Э, черт с ней, с заплатой!

«Мус-ку-ла-ту-ра!» – скалит Илья мелкие злые зубы.

Не в мускулатуре дело, товарищ. И не в буграх на груди. Подумаешь – вкусно! Совершенно не важно, что эта лошадь – лошадь, домашнее животное, что ходила по лужку, щипала травку… и прочее. Важно и значительно то, что она – в буревом движении. В полете… Да, да, вот именно – в полете!

Да-е-о-о-шь!

Как песня, нечаянно сложилось, вычертилось то, чего, сказать по правде, и сам Илья не ожидал: в клубящемся пространстве летел огнедышащий конь.

Простая крестьянская коняга – крепкие косматые ноги, тяжелая крупная голова (пропорции, пропорции, товарищ Валиади!), тощая репица, свалявшийся хвост…

Но ведь летит… Летит!

– Да-ё-о-шь!

Летящего на серой бумаге коня всадник оседлывает так стремительно, как вряд ли и взаправду оседлал бы. Приподнявшись на стременах, весь вперед, в атаку устремленный, с клинком, занесенным над головой…

– Да-ё-о-шь! Рубай гадов!

Крошится уголь. Льняной чуб треплется над глазами, мешает. Кажется, даже ветер степной свистит в ушах.

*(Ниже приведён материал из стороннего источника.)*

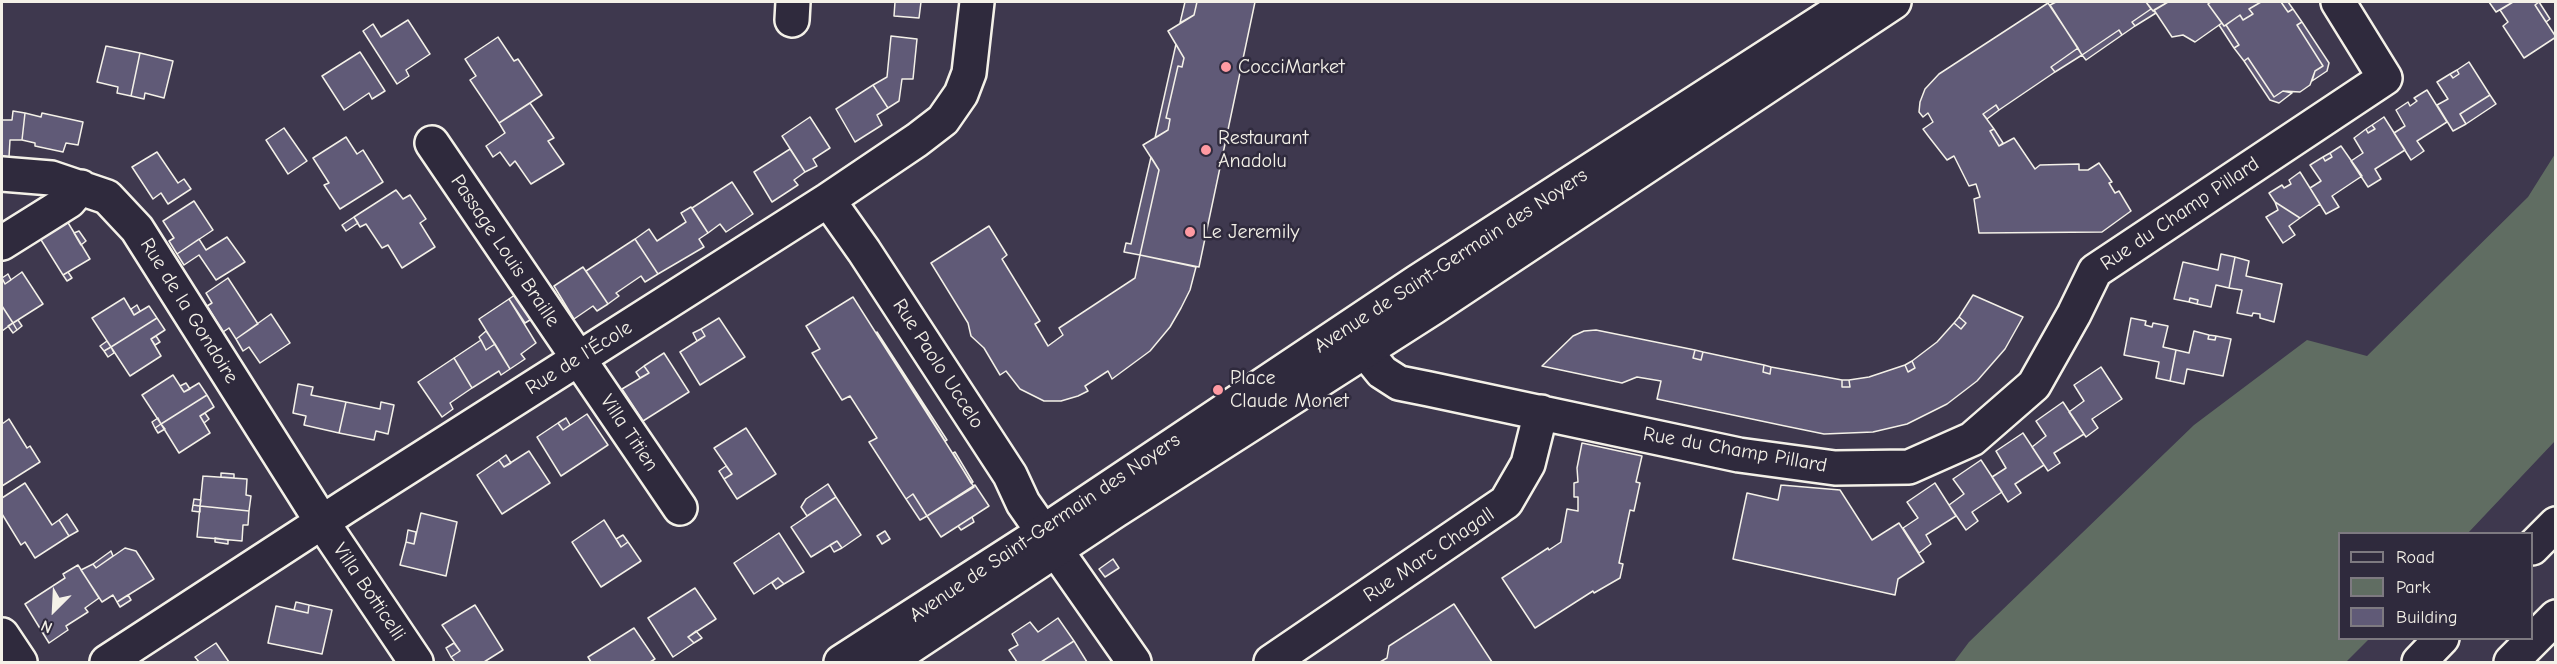 <!DOCTYPE html>
<html>
<head>
<meta charset="utf-8">
<style>
  body { margin:0 }
  #map { position:relative; width:2557px; height:664px; overflow:hidden; background:#3e384e; font-family:"Comic Neue",sans-serif }
  canvas { display:block }
  .frame { position:absolute; inset:0; border:3px solid #f4f1e8; pointer-events:none }
  .legend { position:absolute; left:2338px; top:532px; width:195px; height:108px; box-sizing:border-box; background:#2f2a3d; border:2px solid #7e7a81; margin:0; padding:8px 10px; list-style:none; font-size:18px; color:#f4f1e8 }
  .legend li { display:flex; align-items:center; gap:12px; height:30px }
  .legend b { width:30px; border:2px solid #7e7a81 }
  .north { position:absolute; left:24px; top:580px; width:60px; height:60px; -webkit-text-stroke:4px #2f2a3d; paint-order:stroke; rotate:204deg; font-size:16px; font-weight:700; line-height:24px; text-align:center; color:#f4f1e8 }
  .north::after { content:''; display:block; margin:auto; width:21px; height:27px; background:#f4f1e8; clip-path:polygon(50% 0,100% 100%,50% 72%,0 100%) }
</style>
</head>
<body>
<div id="map">
<canvas width="2557" height="664"></canvas>
<div class="frame"></div>
<ul class="legend">
<li><b style="height:8px;background:#2f2a3d"></b>Road</li>
<li><b style="height:16px;background:#606d62"></b>Park</li>
<li><b style="height:16px;background:#605a77"></b>Building</li>
</ul>
<div class="north">N</div>
</div>
<script>
const context = document.querySelector('canvas').getContext('2d');
context.lineJoin = 'round';
function fill(path, color) { context.fillStyle = color; context.fill(path, 'evenodd'); }
const poly = rows => new Path2D(rows.map(r => 'M' + r).join(''));
function stroke(path, color, width, dash) { context.strokeStyle = color; context.lineWidth = width; context.lineCap = dash ? 'butt' : 'round'; context.setLineDash(dash || []); context.stroke(path); }
function drawText(font, color, halo, rows, align = 'center') {
  context.font = font + ' "Comic Neue",sans-serif'; context.lineWidth = 5; context.setLineDash([]); context.textBaseline = 'middle'; context.strokeStyle = halo; context.fillStyle = color; for (const [text, x, y, turn = 0] of rows) {
    context.save(); context.translate(x, y); context.rotate((+turn || 0) * Math.PI / 180); context.textAlign = isNaN(turn) ? turn : align; if (halo) context.strokeText(text, 0, 0); context.fillText(text, 0, 0); context.restore();
  }
}
const green = poly([
  [2555,154,2555,441,2468,533,2340,534,2340,638,2369,639,2346,662,1954,662,1969,642,2194,425,2307,340,2367,356,2528,197]
]);
const building = poly([
  [895,2,921,2,919,18,894,16,895,2],
  [1185,2,1197,2,1194,15,1180,23,1185,2],
  [1197,2,1255,2,1199,267,1140,255,1159,170,1143,145,1168,130,1170,119,1166,118,1178,66,1182,67,1184,58,1168,31,1194,15,1197,2],
  [2056,2,2146,2,2151,9,2132,22,2135,26,2122,35,2119,30,2082,55,2050,5,2056,2],
  [2146,2,2168,2,2153,11,2146,2],
  [2168,2,2210,2,2208,4,2222,23,2195,42,2183,35,2172,37,2154,10,2168,2],
  [2211,2,2261,2,2249,9,2253,14,2243,20,2240,15,2224,26,2208,4,2211,2],
  [2261,2,2281,2,2288,12,2293,9,2302,22,2297,25,2323,66,2315,71,2310,85,2300,92,2283,91,2274,97,2248,58,2244,61,2234,48,2239,45,2226,25,2240,15,2243,20,2253,14,2249,9,2261,2],
  [2281,2,2288,2,2293,9,2288,12,2281,2],
  [2489,2,2513,2,2496,12,2489,2],
  [2513,2,2539,2,2535,5,2556,37,2524,58,2503,26,2508,22,2500,10,2513,2],
  [2539,2,2550,19,2546,22,2535,5,2539,2],
  [2048,3,2078,48,2051,67,2055,72,1999,110,1996,105,1983,114,1994,129,1990,131,1999,146,2014,138,2035,169,2040,165,2079,164,2079,170,2088,170,2099,163,2112,182,2109,183,2115,193,2119,191,2131,211,2102,232,1979,233,1974,199,1980,197,1976,184,1969,186,1954,156,1947,160,1929,137,1923,129,1933,122,1928,113,1923,117,1919,112,1920,102,1925,89,1939,74,2048,3],
  [2151,9,2156,13,2135,26,2132,22,2151,9],
  [408,20,430,54,406,70,409,76,397,84,363,31,373,24,381,37,408,20],
  [2302,22,2329,63,2327,71,2312,81,2315,71,2323,66,2297,25,2302,22],
  [2222,23,2224,26,2226,25,2239,45,2234,48,2219,25,2222,23],
  [2119,30,2122,35,2086,60,2082,55,2119,30],
  [891,36,917,39,913,79,902,79,899,101,888,108,873,85,887,77,891,36],
  [498,37,514,61,518,59,542,95,499,123,470,80,476,76,465,59,498,37],
  [1176,44,1184,58,1182,67,1178,66,1166,118,1170,119,1168,130,1155,138,1176,44],
  [106,46,140,53,131,96,117,93,118,87,97,82,106,46],
  [2078,48,2082,55,2055,72,2051,67,2078,48],
  [360,52,385,91,372,99,369,93,344,110,322,76,360,52],
  [140,53,173,61,164,98,145,93,144,99,131,96,140,53],
  [2248,58,2274,97,2283,91,2292,93,2279,103,2270,100,2244,61,2248,58],
  [2469,62,2490,95,2460,114,2466,124,2453,131,2437,105,2448,99,2437,82,2450,74,2453,78,2459,74,2457,70,2469,62],
  [2457,70,2459,74,2453,78,2450,74,2457,70],
  [873,85,888,108,877,115,882,125,855,142,836,109,873,85],
  [2427,90,2447,122,2417,141,2424,151,2411,160,2394,133,2405,126,2396,110,2408,102,2410,106,2417,101,2414,98,2427,90],
  [2490,95,2496,104,2466,124,2460,114,2490,95],
  [530,103,554,138,548,141,564,164,531,184,515,161,510,166,500,152,493,157,486,146,505,133,499,123,530,103],
  [1996,105,1999,110,1987,119,1983,114,1996,105],
  [13,111,25,113,22,140,10,140,9,157,2,156,2,120,12,120,13,111],
  [25,113,41,117,42,113,83,122,78,145,66,143,63,152,35,146,35,143,22,140,25,113],
  [810,117,830,148,813,159,817,166,805,172,782,136,810,117],
  [2384,117,2405,150,2375,169,2381,179,2368,187,2351,161,2363,153,2354,138,2366,129,2368,133,2375,129,2372,125,2384,117],
  [2372,125,2375,129,2368,133,2366,129,2372,125],
  [284,128,307,161,288,174,266,140,284,128],
  [1994,129,2003,143,1999,146,1990,131,1994,129],
  [346,137,357,154,363,150,383,182,340,209,324,185,329,183,313,158,346,137],
  [2341,146,2362,176,2332,196,2339,207,2326,214,2310,188,2321,181,2310,165,2323,157,2325,161,2332,157,2330,153,2341,146],
  [790,149,805,172,794,180,798,185,772,202,754,172,790,149],
  [157,152,178,183,184,179,191,189,168,204,161,193,153,199,132,167,157,152],
  [2330,153,2332,157,2325,161,2323,157,2330,153],
  [1151,157,1159,170,1140,255,1124,252,1126,243,1131,244,1151,157],
  [2300,172,2320,204,2300,218,2275,202,2269,193,2282,185,2284,188,2291,184,2289,180,2300,172],
  [732,182,753,214,726,232,720,224,708,233,692,208,732,182],
  [396,190,403,199,410,195,426,219,420,223,435,247,402,268,388,245,382,248,366,224,360,227,354,217,396,190],
  [194,201,213,230,177,254,169,241,174,238,163,221,194,201],
  [2275,202,2300,218,2289,226,2295,235,2283,243,2266,217,2278,210,2275,202],
  [691,207,708,233,699,239,704,247,658,274,635,239,649,229,657,241,686,222,681,213,691,207],
  [354,217,358,223,346,231,342,225,354,217],
  [67,221,90,259,63,275,38,235,67,221],
  [989,226,1007,255,1002,259,1040,321,1035,324,1048,346,1063,335,1059,328,1135,278,1140,255,1196,267,1190,290,1181,308,1170,327,1150,351,1112,379,1108,371,1085,386,1088,391,1078,396,1061,401,1044,401,1020,389,1006,371,1000,375,984,348,971,336,968,323,931,263,989,226],
  [79,231,86,241,81,245,74,233,79,231],
  [227,237,245,262,216,280,199,255,184,265,177,254,199,239,206,250,227,237],
  [635,239,658,274,645,282,641,276,616,293,619,296,608,304,586,271,635,239],
  [2221,254,2235,257,2229,288,2216,285,2211,307,2197,304,2198,300,2190,298,2189,302,2174,299,2183,262,2218,270,2221,254],
  [2235,257,2249,261,2246,276,2282,284,2274,322,2260,318,2260,314,2253,313,2252,316,2237,313,2242,290,2229,288,2235,257],
  [583,267,608,304,597,311,593,306,574,319,554,286,583,267],
  [22,272,43,304,13,323,2,306,2,278,5,284,22,272],
  [68,272,72,278,67,281,63,275,68,272],
  [8,274,11,280,5,284,2,278,8,274],
  [228,278,258,324,236,339,229,328,223,332,207,306,212,303,206,293,228,278],
  [519,292,535,317,525,323,509,299,519,292],
  [1973,295,2023,317,2005,349,1977,381,1947,404,1907,424,1873,432,1824,434,1785,426,1657,399,1661,381,1637,377,1622,383,1542,366,1573,336,1584,331,1596,330,1695,350,1693,358,1701,360,1703,352,1764,365,1763,372,1770,374,1771,367,1842,380,1842,387,1850,387,1849,380,1869,377,1905,365,1908,372,1915,368,1912,361,1937,342,1954,323,1961,329,1966,323,1959,317,1973,295],
  [853,297,974,487,927,516,913,494,906,499,869,442,877,438,850,396,842,400,812,353,820,349,806,326,853,297],
  [124,298,134,315,149,306,157,318,111,347,92,318,124,298],
  [2190,298,2198,300,2197,304,2189,302,2190,298],
  [509,299,536,343,521,354,525,359,510,369,479,319,509,299],
  [137,305,140,311,134,315,131,309,137,305],
  [2,306,13,323,2,331,2,306],
  [271,314,290,343,260,363,249,347,243,351,236,339,271,314],
  [1959,317,1966,323,1961,329,1954,323,1959,317],
  [157,318,165,330,151,339,161,356,130,376,111,347,157,318],
  [719,318,745,357,700,385,680,352,705,336,701,329,719,318],
  [2131,318,2146,321,2145,325,2152,327,2153,323,2168,326,2163,347,2176,350,2170,381,2156,378,2159,362,2124,355,2131,318],
  [18,320,22,326,17,330,13,323,18,320],
  [13,323,17,330,13,333,8,326,13,323],
  [701,329,705,336,697,341,693,333,701,329],
  [486,331,495,344,486,350,479,337,486,331],
  [2194,331,2209,335,2208,339,2215,340,2216,336,2231,339,2223,376,2187,369,2184,384,2170,381,2176,350,2189,353,2194,331],
  [877,332,947,440,945,441,877,332],
  [2209,335,2216,336,2215,340,2208,339,2209,335],
  [156,336,160,342,155,345,151,339,156,336],
  [481,340,486,350,495,344,510,369,501,375,499,371,472,388,454,358,481,340],
  [107,341,111,347,104,351,100,346,107,341],
  [111,347,114,353,108,357,104,351,111,347],
  [1695,350,1703,352,1701,360,1693,358,1695,350],
  [664,353,689,392,643,421,622,389,649,373,644,366,664,353],
  [454,358,472,388,450,403,453,409,442,417,418,382,454,358],
  [1912,361,1915,368,1908,372,1905,365,1912,361],
  [1764,365,1771,367,1770,374,1763,372,1764,365],
  [644,366,649,373,640,378,636,372,644,366],
  [2101,367,2122,399,2092,419,2098,428,2086,437,2069,412,2084,401,2074,385,2101,367],
  [173,375,184,392,199,383,207,395,161,424,142,395,173,375],
  [1842,380,1849,380,1850,387,1842,387,1842,380],
  [186,383,190,389,184,392,180,386,186,383],
  [298,384,313,387,311,395,346,402,339,433,304,425,306,416,293,413,298,384],
  [207,395,214,407,200,416,210,433,179,453,161,424,207,395],
  [346,402,380,409,381,402,394,405,388,434,376,431,374,440,339,433,346,402],
  [2063,402,2084,434,2054,453,2060,463,2048,471,2032,447,2046,436,2036,421,2063,402],
  [205,413,209,419,204,423,200,416,205,413],
  [587,414,608,445,561,476,537,437,558,423,563,430,587,414],
  [158,418,161,424,155,428,152,422,158,418],
  [566,418,570,425,563,430,558,423,566,418],
  [9,419,27,448,30,446,40,462,2,486,2,424,9,419],
  [161,424,165,429,158,433,155,428,161,424],
  [746,428,776,474,737,499,724,479,732,474,714,448,746,428],
  [2023,433,2044,465,2015,484,2021,493,2008,502,1992,477,2006,468,1996,451,2023,433],
  [1582,443,1642,456,1636,482,1640,483,1634,511,1630,510,1619,563,1623,564,1620,578,1594,593,1593,591,1535,628,1502,578,1548,548,1549,550,1561,542,1567,509,1578,511,1578,497,1574,497,1574,483,1578,482,1577,468,1582,443],
  [529,451,550,483,502,514,477,475,499,460,504,467,529,451],
  [955,452,973,482,971,483,953,453,955,452],
  [506,455,511,463,504,467,499,460,506,455],
  [1981,460,2002,492,1972,512,1978,521,1966,530,1949,505,1964,494,1953,479,1981,460],
  [726,466,732,474,724,479,719,471,726,466],
  [221,473,234,474,234,478,221,477,221,473],
  [203,476,247,479,246,495,251,496,249,511,200,506,203,476],
  [25,483,52,525,59,520,69,536,35,558,25,542,21,545,2,514,2,498,25,483],
  [1935,483,1956,516,1926,535,1931,544,1919,553,1903,528,1918,518,1907,502,1935,483],
  [828,484,836,497,807,516,801,507,806,499,828,484],
  [975,485,989,506,941,537,927,516,975,485],
  [1781,485,1840,490,1872,540,1899,523,1924,562,1898,579,1895,595,1733,559,1747,493,1778,500,1781,485],
  [913,494,927,516,920,520,906,499,913,494],
  [836,497,861,535,842,548,837,541,811,557,791,527,836,497],
  [194,499,201,500,200,506,193,505,194,499],
  [193,505,200,506,200,512,192,511,193,505],
  [200,506,249,511,248,525,243,525,242,541,197,537,200,506],
  [421,513,457,522,446,576,400,565,406,542,414,544,421,513],
  [67,514,78,531,69,536,59,520,67,514],
  [972,517,974,522,961,530,958,526,972,517],
  [604,520,621,547,628,542,641,561,601,587,572,542,604,520],
  [408,530,416,532,414,544,406,542,408,530],
  [885,531,890,539,882,544,877,536,885,531],
  [779,533,804,572,784,584,778,578,754,594,734,563,779,533],
  [623,535,628,542,621,547,616,539,623,535],
  [215,538,228,540,228,544,215,542,215,538],
  [837,541,842,548,834,552,830,545,837,541],
  [125,548,136,551,154,579,117,602,113,595,102,602,81,570,93,564,96,568,125,548],
  [111,551,113,556,96,568,93,564,111,551],
  [1113,559,1119,568,1105,577,1099,569,1113,559],
  [78,565,99,598,85,608,88,612,66,626,68,630,49,643,25,604,65,578,63,574,78,565],
  [778,578,784,584,776,589,772,583,778,578],
  [695,588,716,619,688,637,694,643,673,657,648,618,695,588],
  [128,595,131,600,120,607,117,602,128,595],
  [296,602,309,605,308,613,294,610,296,602],
  [1454,604,1492,662,1380,662,1387,658,1389,646,1454,604],
  [309,605,332,610,322,654,268,643,276,606,308,613,309,605],
  [475,605,503,650,484,662,455,662,451,657,460,651,442,625,475,605],
  [1058,618,1074,641,1041,662,1017,662,1009,650,1018,645,1012,634,1030,622,1038,632,1058,618],
  [634,628,655,659,650,662,591,662,588,657,634,628],
  [696,631,702,638,694,643,688,637,696,631],
  [1074,641,1087,662,1041,662,1074,641],
  [216,643,229,662,199,662,195,657,216,643],
  [454,643,460,651,451,657,446,648,454,643]
]);
const minor = poly([
  [792,20,793,2],
  [432,143,680,508],
  [2,174,51,178,107,197,137,229,322,522,416,662],
  [828,200,864,251,1010,475,1023,503,1134,662],
  [2,243,69,201,81,187],
  [1365,351,1382,372,1399,383,1429,389,1739,455,1835,468,1909,467,1972,439,2034,385,2074,314,2095,271,2385,78,2338,2],
  [2,635,20,662],
  [107,662,345,507,828,200,917,140,943,120,961,94,969,73,977,2],
  [1271,662,1506,502,1528,464,1541,412]
]);
const major = poly([
  [841,662,1043,532,1417,282,1852,2],
  [887,662,1115,511,1434,307,1894,2]
]);
const highway = poly([
  [2532,548,2556,524],
  [2419,662,2442,638],
  [2511,662,2556,617]
]);
const markers = [
  [1226,67,6,"#ff9aa2"],
  [1206,150,6,"#ff9aa2"],
  [1190,232,6,"#ff9aa2"],
  [1218,390,6,"#ff9aa2"]
];
const poiNames = [
  ["CocciMarket",1238,67],
  ["Restaurant",1218,138],
  ["Anadolu",1218,161],
  ["Le Jeremily",1202,232],
  ["Place",1230,378],
  ["Claude Monet",1230,401]
];
const streetNames = [
  ["Rue du Champ Pillard",2180,214,-34],
  ["Passage Louis Braille",505,251,56],
  ["Avenue de Saint-Germain des Noyers",1451,261,-33],
  ["Rue de la Gondoire",189,311,58],
  ["Rue de l'École",579,358,-32],
  ["Rue Paolo Uccelo",938,364,57],
  ["Villa Titien",629,433,56],
  ["Rue du Champ Pillard",1735,450,10],
  ["Avenue de Saint-Germain des Noyers",1045,528,-34],
  ["Rue Marc Chagall",1429,555,-34],
  ["Villa Botticelli",369,592,56]
];
fill(green, '#606d62');
fill(building, '#605a77');
stroke(building, '#f4f1e8', 1.5);
stroke(minor, '#f4f1e8', 38);
stroke(major, '#f4f1e8', 38);
stroke(highway, '#f4f1e8', 38);
stroke(minor, '#2f2a3d', 33);
stroke(major, '#2f2a3d', 33);
stroke(highway, '#2f2a3d', 33);
for (const [x, y, r, color] of markers) { const dot = new Path2D(); dot.arc(x, y, r, 0, 2 * Math.PI); context.fillStyle = color; context.fill(dot); stroke(dot, '#2f2a3d', 2); }
drawText('20px', '#f4f1e8', '#2f2a3d', poiNames, 'left');
drawText('20px', '#f4f1e8', '#2f2a3d', streetNames);
</script>
</body>
</html>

Рука с клинком нехороша: вывихнута.

Шлепает по бумаге тряпка, сбивает угольную пыль. От бумаги – темные облачка, словно шрапнельные разрывы. А рука опять не на месте. Уголь рвет бумагу. Черт с ней, с рукой! С анатомией! С пропорцией! Не до того.

– Да-ё-ошь!

Пайки

– Нет, вы только поглядите, товарищи, что он тут натворил! – пропела над головой звонкая иволга.

Вокруг Илюшкиного мольберта – шумная молодая ватага. Вихрастые головы. Хохот. Одобрительные восклицания.

– Лихо, братишка!

– Вот это врезал!

– – Д-дал, п-понимаешь, гип-п-су жизни! – Ангелоподобный мальчик смеется, слегка заикается. У него глубоко открытая, белая с голубизной, по-женски нежная шея. На щеке – синенький, под татуировку, чертик.

– Б-берендеев Вадим…

Очень все хорошие, простецкие, кажется, ребята.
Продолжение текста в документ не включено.